La maestra Albinita era maestra titulada, ya jubilada; frente al salón de clases tenía ese valioso documento, el cual le había extendido el gobernador del estado, coronel Antonio Mercenario, en el año de 1899. Cuando fue mi profesora ya penaba cana, siendo su camino lento, teniendo que utilizar anteojos porque su vista los requería. Como buen acatólica que siempre fue, muy de mañana asistía a escuchar misa en la iglesia de la Asunción; tenía dos hermanos mayores, doña Aurelia y don Encarnación, quienes se encargaban de atender la casa, mientras ella se dedicaba a transmitir sus conocimientos a sus pequeños discípulos.
Cuando un niño terminaba satisfactoriamente el Silabario, de manera anticipada la maestra Albinita lo hacía del conocimiento de los padres del menor, para celebrar tan singular fecha. De la escuela era conducido a su casa, caminando bajo un arco de carrizos, engalanado con papel de china multicolor. ¡Qué viva la cruz del calvario!, gritaban los acompañantes, para enseguida agregar que ese niño había terminado el silabario.
Cuando el pequeño estudiante llegaba a su hogar, hacían pasar a sus invitados a quienes les ofrecían nieves de sabores con galletas de surtido rico, o de ser tarde el obsequio consistía por lo general en atole de sabores con suculentos tamales de dulce y carne.

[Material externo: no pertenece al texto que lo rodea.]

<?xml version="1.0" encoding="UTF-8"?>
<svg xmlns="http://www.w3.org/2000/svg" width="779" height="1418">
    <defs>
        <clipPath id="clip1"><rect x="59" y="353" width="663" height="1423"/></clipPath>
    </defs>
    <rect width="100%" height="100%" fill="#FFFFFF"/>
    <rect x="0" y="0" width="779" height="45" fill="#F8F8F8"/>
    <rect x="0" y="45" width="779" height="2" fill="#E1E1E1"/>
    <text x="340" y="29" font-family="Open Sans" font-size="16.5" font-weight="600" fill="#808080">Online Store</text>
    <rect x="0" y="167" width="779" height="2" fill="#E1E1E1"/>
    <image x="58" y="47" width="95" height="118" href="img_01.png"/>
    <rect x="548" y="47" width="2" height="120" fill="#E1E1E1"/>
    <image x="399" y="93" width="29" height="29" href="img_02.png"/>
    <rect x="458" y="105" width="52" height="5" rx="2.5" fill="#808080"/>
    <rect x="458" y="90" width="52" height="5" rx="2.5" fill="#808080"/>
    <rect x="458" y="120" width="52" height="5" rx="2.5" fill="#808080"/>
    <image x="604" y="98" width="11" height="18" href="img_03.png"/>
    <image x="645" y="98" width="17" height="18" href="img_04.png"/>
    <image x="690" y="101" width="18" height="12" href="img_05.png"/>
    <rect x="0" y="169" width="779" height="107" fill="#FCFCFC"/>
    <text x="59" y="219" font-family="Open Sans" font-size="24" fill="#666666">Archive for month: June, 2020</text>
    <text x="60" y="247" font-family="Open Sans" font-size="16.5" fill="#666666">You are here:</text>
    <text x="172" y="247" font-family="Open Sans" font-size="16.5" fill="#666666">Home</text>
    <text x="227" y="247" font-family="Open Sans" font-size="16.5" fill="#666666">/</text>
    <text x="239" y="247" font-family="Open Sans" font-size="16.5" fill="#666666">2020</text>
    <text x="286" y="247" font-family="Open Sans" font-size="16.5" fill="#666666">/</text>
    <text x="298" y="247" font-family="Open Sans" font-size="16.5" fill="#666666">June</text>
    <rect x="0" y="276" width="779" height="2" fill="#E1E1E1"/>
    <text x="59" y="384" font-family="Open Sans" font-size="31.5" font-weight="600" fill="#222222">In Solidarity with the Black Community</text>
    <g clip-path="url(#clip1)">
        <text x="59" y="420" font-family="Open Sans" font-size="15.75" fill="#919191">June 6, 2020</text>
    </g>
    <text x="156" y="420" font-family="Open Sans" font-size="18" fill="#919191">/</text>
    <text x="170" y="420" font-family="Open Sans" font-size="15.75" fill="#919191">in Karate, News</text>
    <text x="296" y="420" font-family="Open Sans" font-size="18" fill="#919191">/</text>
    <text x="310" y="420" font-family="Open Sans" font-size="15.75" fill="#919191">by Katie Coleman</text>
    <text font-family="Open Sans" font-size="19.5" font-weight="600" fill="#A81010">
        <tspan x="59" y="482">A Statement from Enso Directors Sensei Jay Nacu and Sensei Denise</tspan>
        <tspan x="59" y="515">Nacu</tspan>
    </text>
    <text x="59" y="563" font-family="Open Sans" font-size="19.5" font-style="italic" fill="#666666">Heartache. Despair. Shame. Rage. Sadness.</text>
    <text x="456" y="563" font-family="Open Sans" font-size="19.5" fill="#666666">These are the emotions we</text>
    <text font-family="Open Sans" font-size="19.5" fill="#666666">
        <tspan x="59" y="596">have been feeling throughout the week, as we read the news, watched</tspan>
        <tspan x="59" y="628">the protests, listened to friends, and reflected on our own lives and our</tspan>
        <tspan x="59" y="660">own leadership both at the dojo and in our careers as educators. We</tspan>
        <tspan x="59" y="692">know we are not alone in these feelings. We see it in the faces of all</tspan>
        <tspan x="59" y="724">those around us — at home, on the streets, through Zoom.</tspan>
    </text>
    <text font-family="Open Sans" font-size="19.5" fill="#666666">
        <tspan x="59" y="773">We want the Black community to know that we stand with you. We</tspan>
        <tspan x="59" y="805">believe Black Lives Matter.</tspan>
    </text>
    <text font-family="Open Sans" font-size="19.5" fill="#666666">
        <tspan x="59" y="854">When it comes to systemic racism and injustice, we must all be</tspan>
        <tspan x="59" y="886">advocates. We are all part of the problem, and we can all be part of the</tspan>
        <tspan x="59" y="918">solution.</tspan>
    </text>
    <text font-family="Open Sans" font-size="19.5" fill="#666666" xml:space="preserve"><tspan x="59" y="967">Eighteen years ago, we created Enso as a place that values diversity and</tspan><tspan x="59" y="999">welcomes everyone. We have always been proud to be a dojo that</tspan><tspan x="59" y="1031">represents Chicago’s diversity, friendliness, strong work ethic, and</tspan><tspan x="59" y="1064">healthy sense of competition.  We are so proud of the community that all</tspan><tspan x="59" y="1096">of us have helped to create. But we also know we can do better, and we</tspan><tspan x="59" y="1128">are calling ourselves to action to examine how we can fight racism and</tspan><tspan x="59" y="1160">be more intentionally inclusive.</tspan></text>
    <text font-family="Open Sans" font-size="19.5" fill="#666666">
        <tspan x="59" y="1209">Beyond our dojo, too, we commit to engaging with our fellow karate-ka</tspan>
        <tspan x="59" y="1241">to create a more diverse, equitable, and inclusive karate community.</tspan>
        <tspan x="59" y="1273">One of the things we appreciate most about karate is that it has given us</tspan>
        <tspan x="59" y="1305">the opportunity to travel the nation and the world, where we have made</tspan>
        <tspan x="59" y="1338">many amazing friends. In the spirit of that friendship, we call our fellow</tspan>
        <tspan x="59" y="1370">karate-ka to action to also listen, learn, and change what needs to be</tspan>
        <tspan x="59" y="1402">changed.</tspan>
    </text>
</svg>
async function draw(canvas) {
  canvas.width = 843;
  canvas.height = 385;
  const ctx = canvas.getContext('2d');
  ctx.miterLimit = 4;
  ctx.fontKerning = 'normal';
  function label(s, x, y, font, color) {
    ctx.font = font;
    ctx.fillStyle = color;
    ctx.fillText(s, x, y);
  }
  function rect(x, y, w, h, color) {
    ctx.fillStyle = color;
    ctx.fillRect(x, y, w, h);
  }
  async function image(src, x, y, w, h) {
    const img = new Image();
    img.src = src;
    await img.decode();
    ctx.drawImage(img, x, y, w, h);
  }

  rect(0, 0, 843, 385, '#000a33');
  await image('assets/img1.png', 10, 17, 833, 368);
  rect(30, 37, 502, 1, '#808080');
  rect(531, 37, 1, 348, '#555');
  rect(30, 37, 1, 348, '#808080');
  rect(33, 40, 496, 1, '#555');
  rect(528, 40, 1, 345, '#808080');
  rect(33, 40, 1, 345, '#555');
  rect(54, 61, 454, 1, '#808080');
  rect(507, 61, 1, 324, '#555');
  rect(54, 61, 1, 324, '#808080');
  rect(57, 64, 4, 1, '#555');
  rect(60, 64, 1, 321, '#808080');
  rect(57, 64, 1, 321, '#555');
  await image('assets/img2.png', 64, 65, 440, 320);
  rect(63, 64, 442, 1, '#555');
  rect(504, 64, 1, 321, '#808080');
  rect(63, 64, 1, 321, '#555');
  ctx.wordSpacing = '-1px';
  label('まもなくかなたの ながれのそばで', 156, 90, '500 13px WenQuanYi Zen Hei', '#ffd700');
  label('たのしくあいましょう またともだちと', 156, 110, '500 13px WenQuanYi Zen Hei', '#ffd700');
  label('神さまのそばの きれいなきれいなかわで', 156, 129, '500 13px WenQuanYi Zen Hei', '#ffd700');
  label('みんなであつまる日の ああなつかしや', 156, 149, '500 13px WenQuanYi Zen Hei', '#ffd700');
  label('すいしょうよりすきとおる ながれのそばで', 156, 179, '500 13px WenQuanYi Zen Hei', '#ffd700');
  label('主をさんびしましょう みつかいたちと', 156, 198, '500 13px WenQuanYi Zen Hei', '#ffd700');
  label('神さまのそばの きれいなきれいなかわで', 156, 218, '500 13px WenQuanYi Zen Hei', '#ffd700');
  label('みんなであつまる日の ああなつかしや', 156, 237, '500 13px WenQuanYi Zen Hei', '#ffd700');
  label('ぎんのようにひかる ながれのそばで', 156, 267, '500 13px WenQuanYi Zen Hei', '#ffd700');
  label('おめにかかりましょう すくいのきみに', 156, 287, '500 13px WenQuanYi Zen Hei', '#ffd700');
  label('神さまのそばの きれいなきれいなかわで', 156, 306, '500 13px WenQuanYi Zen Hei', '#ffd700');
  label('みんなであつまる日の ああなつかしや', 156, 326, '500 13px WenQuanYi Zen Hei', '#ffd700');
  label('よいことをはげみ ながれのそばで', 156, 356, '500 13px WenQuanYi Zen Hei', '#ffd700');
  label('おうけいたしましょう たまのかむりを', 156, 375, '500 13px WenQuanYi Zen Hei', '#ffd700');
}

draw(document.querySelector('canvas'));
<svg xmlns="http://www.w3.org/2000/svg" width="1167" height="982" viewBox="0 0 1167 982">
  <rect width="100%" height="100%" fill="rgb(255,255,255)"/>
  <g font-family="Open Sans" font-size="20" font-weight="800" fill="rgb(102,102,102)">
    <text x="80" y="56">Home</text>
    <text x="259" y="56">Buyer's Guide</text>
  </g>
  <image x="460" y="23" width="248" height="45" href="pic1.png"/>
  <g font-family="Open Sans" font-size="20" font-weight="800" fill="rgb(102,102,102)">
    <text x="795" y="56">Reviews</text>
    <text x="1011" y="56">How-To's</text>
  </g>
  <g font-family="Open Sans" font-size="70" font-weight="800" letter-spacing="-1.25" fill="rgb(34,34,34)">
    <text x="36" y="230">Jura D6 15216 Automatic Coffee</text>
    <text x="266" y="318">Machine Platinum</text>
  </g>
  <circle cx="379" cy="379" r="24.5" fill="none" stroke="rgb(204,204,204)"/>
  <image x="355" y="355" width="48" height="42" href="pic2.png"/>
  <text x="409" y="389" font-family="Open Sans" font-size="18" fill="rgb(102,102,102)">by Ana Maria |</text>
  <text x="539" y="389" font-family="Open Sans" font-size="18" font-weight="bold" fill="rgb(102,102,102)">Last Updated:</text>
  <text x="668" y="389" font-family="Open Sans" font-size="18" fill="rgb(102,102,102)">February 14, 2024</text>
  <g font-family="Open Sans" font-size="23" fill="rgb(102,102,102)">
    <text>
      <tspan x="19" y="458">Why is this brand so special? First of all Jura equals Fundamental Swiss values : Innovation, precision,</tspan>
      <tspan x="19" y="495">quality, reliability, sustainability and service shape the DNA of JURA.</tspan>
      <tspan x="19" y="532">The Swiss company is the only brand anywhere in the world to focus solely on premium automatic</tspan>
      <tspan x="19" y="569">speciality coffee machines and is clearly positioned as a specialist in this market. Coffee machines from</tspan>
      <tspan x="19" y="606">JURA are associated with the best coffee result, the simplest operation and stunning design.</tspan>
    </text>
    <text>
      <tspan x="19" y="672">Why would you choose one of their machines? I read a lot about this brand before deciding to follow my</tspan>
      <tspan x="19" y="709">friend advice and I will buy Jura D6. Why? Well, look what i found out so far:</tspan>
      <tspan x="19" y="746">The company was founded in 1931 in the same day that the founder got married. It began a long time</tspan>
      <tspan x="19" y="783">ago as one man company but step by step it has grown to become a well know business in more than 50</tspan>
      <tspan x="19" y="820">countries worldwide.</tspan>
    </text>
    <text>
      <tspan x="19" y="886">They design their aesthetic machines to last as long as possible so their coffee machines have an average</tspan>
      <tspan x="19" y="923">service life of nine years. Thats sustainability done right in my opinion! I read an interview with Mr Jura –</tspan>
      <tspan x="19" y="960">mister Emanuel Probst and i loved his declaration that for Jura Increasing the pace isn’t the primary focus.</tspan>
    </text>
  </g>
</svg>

Hace casi ocho décadas que la maestra Albinita Bello me enseñó las primeras letras; ella murió hace muchos años estando recostada en el regazo de Dios, porque su paso por la vida le sirvió para hacer el bien a su semejantes. Para mí siempre será la maestra inolvidable.
Fue toda dulzura
Cuando ingresé a una escuela oficial solo había tres en la población; eran la “Ignacio Manuel Altamirano”, que más adelante se le puso el nombre de “Primer Congreso de Anáhuac”; la José María Morelos y Pavón y la “Lauro Aguirre”. Mi madre me inscribió en la primera en donde tuve como profesora, a una joven y guapa mujer de nombre María de la Luz Frutos, recién egresada de la Escuela Nacional de Maestros, teniendo en este lugar su primera plaza.
Era una fémina de carácter afable, siempre con la sonrisa a flor de labio; con ella no solo ratifique mis escasos conocimientos, si no que me interesó en el aprendizaje, enseñándonos por otra parte a amar nuestra bandera tricolor, haciéndonos conocer el himno nacional, respetándolo cada vez que teníamos oportunidad de escucharlo, cantándolo al mismo tiempo.
La maestra Frutos estuvo brevemente en esta plaza, tiempo suficiente para ganarse el cariño de quienes fuimos sus alumnos. En la capital del país logró escalar importantes cargos docentes dentro de la SEP. En cierta ocasión vino a esta ciudad; al decirle que había sido su alumnos me dio un fuerte abrazo, siendo la última vez que tuve el agrado de estar con ella, habiendo fallecido hace muchos años.